Sander wendet sich auch gegen ähnlichen politischen Missbrauch der Religion in der islamischen Welt. Bei Pirker wird daraus: Sanders wirkliche Absicht liegt … darin,… den „islamischen Terror“ als eine mit dem mörderischen Nihilismus des deutschen Faschismus und seiner katholischen Verklärung vergleichbare Erscheinung darzustellen… Dem VVN-Sprecher Sander erscheint die Bekämpfung des militanten Islam, auch „Islamofaschismus“ genannt, folgerichtig als antifaschistisches Anliegen. Im Grunde handelt es sich hier um einen Fall von Geschichtsrevisionismus.“
Bei Sander kommen „islamischer Terror“ und „Islamofaschismus“ überhaupt nicht vor. Und Sander stellt selbstverständlich nicht hier und nirgends etwas als vergleichbare Erscheinung mit dem deutschen Faschismus hin. Den Vorwurf des Geschichtsrevisionismus ausgerechnet der Persönlichkeit Ulrich Sander und indirekt auch unserem Verband zu machen, ist eine Unverfrorenheit sondergleichen – uns, die wir dem Vermächtnis der Opfer des Faschismus, den Lehren des antifaschistischen Widerstandskampfes im Denken, Fühlen und Handeln, der Aufklärung besonders über den deutschen Faschismus verbunden sind und also stets gegen geschichtsrevisionistische Auffassungen kämpfen.

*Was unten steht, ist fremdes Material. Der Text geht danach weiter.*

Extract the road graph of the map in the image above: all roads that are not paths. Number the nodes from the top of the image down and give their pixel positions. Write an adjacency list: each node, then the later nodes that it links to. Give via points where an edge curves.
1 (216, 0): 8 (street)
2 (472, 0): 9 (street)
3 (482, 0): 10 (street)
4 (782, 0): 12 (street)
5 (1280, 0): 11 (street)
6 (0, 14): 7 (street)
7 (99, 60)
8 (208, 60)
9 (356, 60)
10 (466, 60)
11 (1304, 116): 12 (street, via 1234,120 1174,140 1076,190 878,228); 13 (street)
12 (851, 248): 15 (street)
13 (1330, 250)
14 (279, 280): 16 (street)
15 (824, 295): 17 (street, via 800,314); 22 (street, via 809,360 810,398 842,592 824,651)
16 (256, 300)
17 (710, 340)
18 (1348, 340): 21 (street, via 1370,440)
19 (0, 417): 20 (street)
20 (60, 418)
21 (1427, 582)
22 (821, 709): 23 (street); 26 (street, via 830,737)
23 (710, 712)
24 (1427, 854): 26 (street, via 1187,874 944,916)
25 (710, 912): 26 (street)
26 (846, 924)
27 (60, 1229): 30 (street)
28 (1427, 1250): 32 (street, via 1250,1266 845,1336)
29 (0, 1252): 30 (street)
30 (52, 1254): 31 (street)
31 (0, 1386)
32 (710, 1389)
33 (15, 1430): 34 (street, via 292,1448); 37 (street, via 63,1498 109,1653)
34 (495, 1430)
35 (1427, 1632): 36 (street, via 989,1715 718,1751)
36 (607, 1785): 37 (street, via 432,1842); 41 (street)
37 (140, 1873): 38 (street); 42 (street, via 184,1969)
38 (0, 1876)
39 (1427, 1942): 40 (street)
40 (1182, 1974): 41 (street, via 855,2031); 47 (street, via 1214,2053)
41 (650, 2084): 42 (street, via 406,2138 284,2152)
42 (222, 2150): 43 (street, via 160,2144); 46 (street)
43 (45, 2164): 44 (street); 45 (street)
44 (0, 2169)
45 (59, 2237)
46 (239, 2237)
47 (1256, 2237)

Pirker höhnt und schreibt, es sei ein besonderes „antifaschistisches“ Kunststück, von Kriegstreibern zu schreiben und nicht die Betreiber der amerikanischen und israelischen Gewaltpolitik zu meinen. Woher will Herr Pirker wissen, was Ulrich Sander nicht meint? Warum diese infame Unterstellung, er habe keine moralisch und politisch klare Haltung zur Politik der Herrschenden der USA und Israels? In der jw vom 17./18.4. sagt Pirker kein Wort zu seinem Motiv. Aber Werner Pirker faselt davon, dass der Staat Israel im „Klassenkampf“ verschwinden könne und wünscht sich ein Palästina mit zwei Völkern. Er griff bereits 2002 in einer Wiener Publikation Ulrich Sander deshalb an, weil der selbstverständlich nicht auf die abenteuerliche, ja tödliche Idee käme, den Staat Israel abzuschaffen, statt gegen die verhängnisvolle Politik der Herrschenden Israels gegenüber den Palästinensern gemeinsam mit allen progressiven Menschen zu wirken. Und nun Pirker in der jw: „… Ulrich Sander – ganz im Ungeist des Mainstream- Antifaschismus…“ Pirker endet bei der offenen Diffamierung des wirklichen Antifaschismus.
Werner Pirker will nicht diskutieren, er will diskreditieren. Dabei diskreditiert er sich selbst auf peinliche Weise: unbewiesene und unbeweisbare Behauptungen, statt sachliche Analyse; scheinlinke abenteuerliche Phrasen, statt realistischer Antifaschismus.